Like a log cabin, this desk is heavily built; its legs are
made from 8/4 walnut, its rails from 6/4 walnut and its figured
maple top is fully 1" thick. Figured maple splines fitted
between the rails create the chinking.
Mill the legs to final size as rectangular blanks (A1, Fig. A, and Cutting List, below). Two of the legs go on
the paneled front; three legs separate the drawers on the
back. The front legs have mortises on the inside edge and
the adjacent inside face. The back legs have mortises on the
inside face only. The 1/2" mortises are always spaced 11/16"
from the inside edge; the 3/8" mortises are always spaced 1/2" from the inside edge (Figs. B,
D and E). The 1/2" mortises on the
front legs are stepped, so they don’t
Lay out the 1/2" mortises and
rout them using a plunge router
with a guide fence and a 1/2" upcut
spiral bit (Photo 1). Complete
each mortise by making a series of
incrementally deeper passes. Rout
the stepped mortises in stages. First,
rout full-length to the shallow depth.
Then adjust the plunge depth and
rout the deep portion. Similarly, lay
out mortises for the splines and rout
them with a 3/8" up-cut spiral bit.
Square the ends of these mortises
with a chisel.
Shape the legs (Fig. C). Cut the
tapers a tiny bit wide to allow removing
the saw marks by making a pass
on the jointer or with a hand plane.
Use a jar or a lid to draw the arcs on
the feet. Then saw the curves and
sand them smooth. Cut 3/8" deep x
3/8" square holes for the decorative
plugs. A mortiser does the job in one
step, but you can also drill the holes
and square them with a chisel.
Mill stock for the rails (A2–A4) and
cut them to final dimensions. Then
lay out the tenons (Fig. G). Note that
1) the rail tenons are always offset
toward the outside face, and 2) when
the joint is assembled, the rail’s inside
face is always flush with the leg.
Use a dado set and a sled or a
miter gauge with a stout support
fence to cut the rail tenons (Photo 2).
Position the rip fence to establish the
tenons’ length. Cut the inside cheeks
first, matching their shoulder height
to the 11/16" distance between the
edge of the leg and the 1/2" mortises.
Lower the blade to cut the outside
cheeks. Start by making a shallow
cut on one rail, so the tenon is too
thick to fit the mortise. Then make
additional passes, raising the blade
in small increments until the tenon
fits without binding or wobbling.
Only the corner of the tenon will fit
into the mortise at this point, so it’s a
good idea to verify the correct thickness
with a dial caliper. When you’ve
dialed in a perfect fit, finish cutting
all the tenons’ outside cheeks.
Reposition the blade and stand
each rail on edge to cut the end shoulders.
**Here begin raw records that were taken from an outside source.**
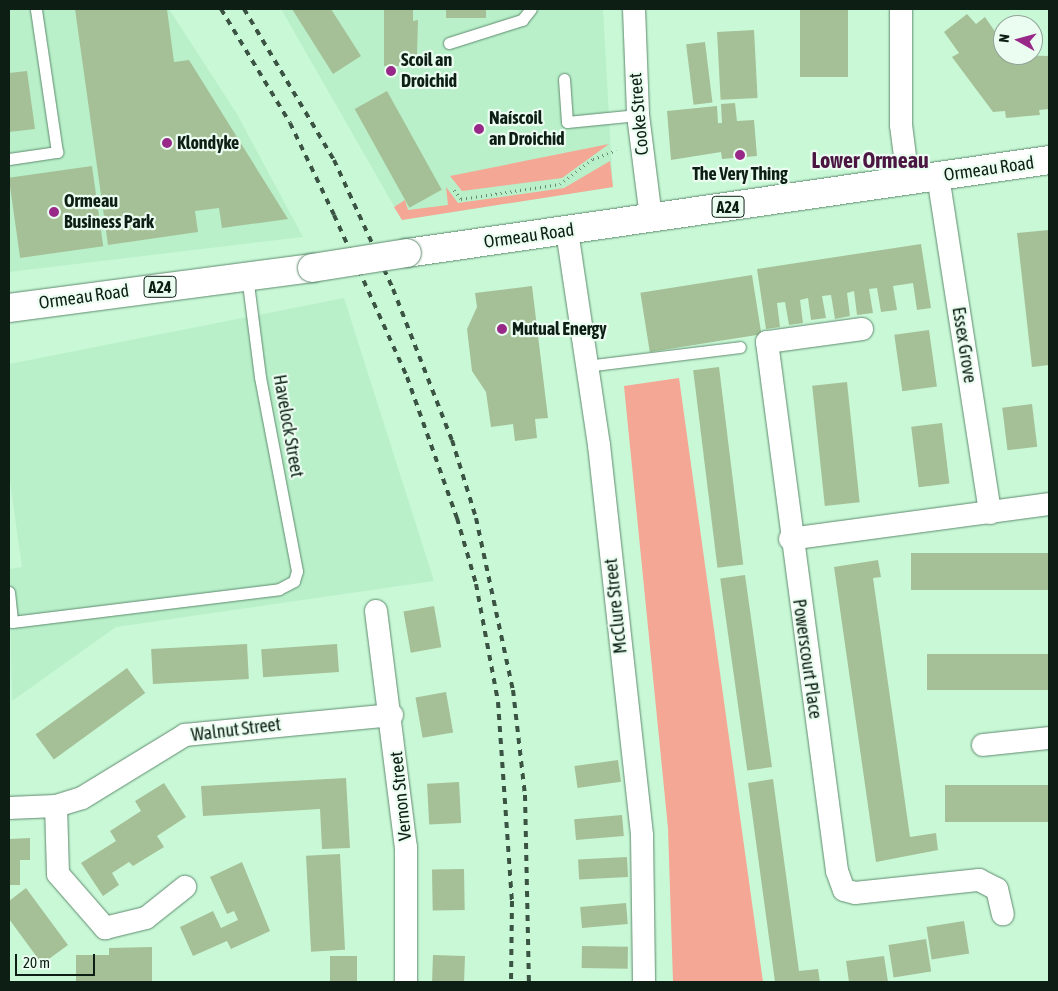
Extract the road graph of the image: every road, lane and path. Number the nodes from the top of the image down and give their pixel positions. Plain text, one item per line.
1 (36, 9) edge
2 (531, 9) edge
3 (634, 9) edge
4 (900, 9) edge
5 (449, 43) dead end
6 (564, 78) dead end
7 (638, 115) junction
8 (616, 150) dead end
9 (9, 159) edge
10 (1049, 160) edge
11 (938, 176) junction
12 (908, 180) junction
13 (454, 190) dead end
14 (651, 218) junction
15 (567, 232) junction
16 (247, 276) junction
17 (9, 308) edge
18 (862, 329) dead end
19 (740, 347) dead end
20 (586, 366) junction
21 (1049, 504) edge
22 (990, 513) junction
23 (790, 540) junction
24 (9, 592) edge
25 (376, 611) dead end
26 (392, 716) junction
27 (1049, 738) edge
28 (983, 745) dead end
29 (56, 806) junction
30 (9, 808) edge
31 (185, 887) dead end
32 (1003, 914) dead end
33 (406, 982) edge
34 (644, 982) edge

1 - 9 lane
2 - 5 lane
3 - 7 street, Cooke Street
4 - 12 street
6 - 7 lane
7 - 14 street, Cooke Street
8 - 13 path
10 - 11 main road, Ormeau Road / A24
11 - 12 main road, Ormeau Road / A24
11 - 22 street, Essex Grove
12 - 14 main road, Ormeau Road / A24
14 - 15 main road, Ormeau Road / A24
15 - 16 main road, Ormeau Road / A24, bridge
15 - 20 street, McClure Street
16 - 17 main road, Ormeau Road / A24
16 - 24 lane, Havelock Street
18 - 23 street, Powerscourt Place
19 - 20 lane
20 - 34 street, McClure Street
21 - 22 street
22 - 23 street
23 - 32 street, Powerscourt Place
25 - 26 street, Vernon Street
26 - 29 street, Walnut Street
26 - 33 street, Vernon Street
27 - 28 street
29 - 30 street, Walnut Street
29 - 31 street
Next, use the bandsaw equipped
with a fence to cut the stepped tenons.
Then round the ends of the tenons to
fit the mortises (Photo 3).
Leave square the top edges of the
four top rails and the inside edges of
the rails on the side panel and inside
panel that form the drawer bank.
Round over the rest of the rail edges.
Cut centered grooves for the figured
maple spline on the appropriate
rail edges. Mill the spline stock to fit
the grooves and then cut the splines
(A5–A7) to length and width. Apply
one coat of finish to the splines.
Test-fit each panel assembly without
glue (Photo 4). Mark the top
edges of the four middle drawer
bank rails. Disassemble the panels
and carefully glue cleats (A8) on the
marked edges (Fig. F). These cleats
allow installing the two middle web
frames. Sand all the parts to 180 grit.
Rout mortises in the front assembly
for the inside rail tenons and splines (Photo 5 and Fig. D). Note
that the 1/2" mortises are 13/16"
deep. Clamp the assembly square
and make sure each rail is correctly
positioned. Use a T-square and measure
from the assembly’s leg to locate
the 1/2" mortises. Make sure these
mortises perfectly align with the
mortises you’ve already cut on the
leg that goes with the inside rails.
Position a straightedge to guide the
router, then plunge-rout the mortises.
Repeat the procedure to rout
the 3/8" mortises.
The web frames
The web frames support the drawers,
provide structure for the case and
continue the chinking detail (note
that the two middle web frame stiles
are made of curly maple). Make each
frame about 1/8" oversize in width,
so it can be trimmed to fit just before
installation. Use Domino tenons or
biscuits to join the stiles and rails
(B1–B2, C1–C2, D1–D2 and Photo
6). Glue and clamp, making sure
every frame is square and fl at. Mill
centered mortises for Domino tenons
(or biscuit slots) in both sides of
each frame. Install the Domino tenons
(Photo 7). Then sand the frames
to 180 grit and burnish their top surfaces
with paraffin (Photo 8).
The side panels
Glue the legs and rails together to
create the two side panels (Photo
9). Make sure the rails are spaced
exactly 3/4" apart. Using the same
spacing, glue the inside rails to the
middle back leg—this creates the
inside panel. When the glue is dry,
remove the clamps and trim the
front tenons to 3/4" long.
Glue on the spacer (A9). The
spacer builds out the top rail for
attaching the pencil-drawer face
frames. Its bottom edge should be
flush with the outside edge of the
leg; its top edge will protrude slightly,
because of the leg’s taper. Install the
inside panel splines without glue.
The top, bottom and middle web
frames fit between the side panel and
the inside panel to form the drawer
bank. Transfer the mortise locations
from these web frames to the two
panels (Fig F.). Then cut the mortises in the rails and cleats (Photo 9
10). Burnish the inside surfaces with
paraffin to help the drawers slide easily.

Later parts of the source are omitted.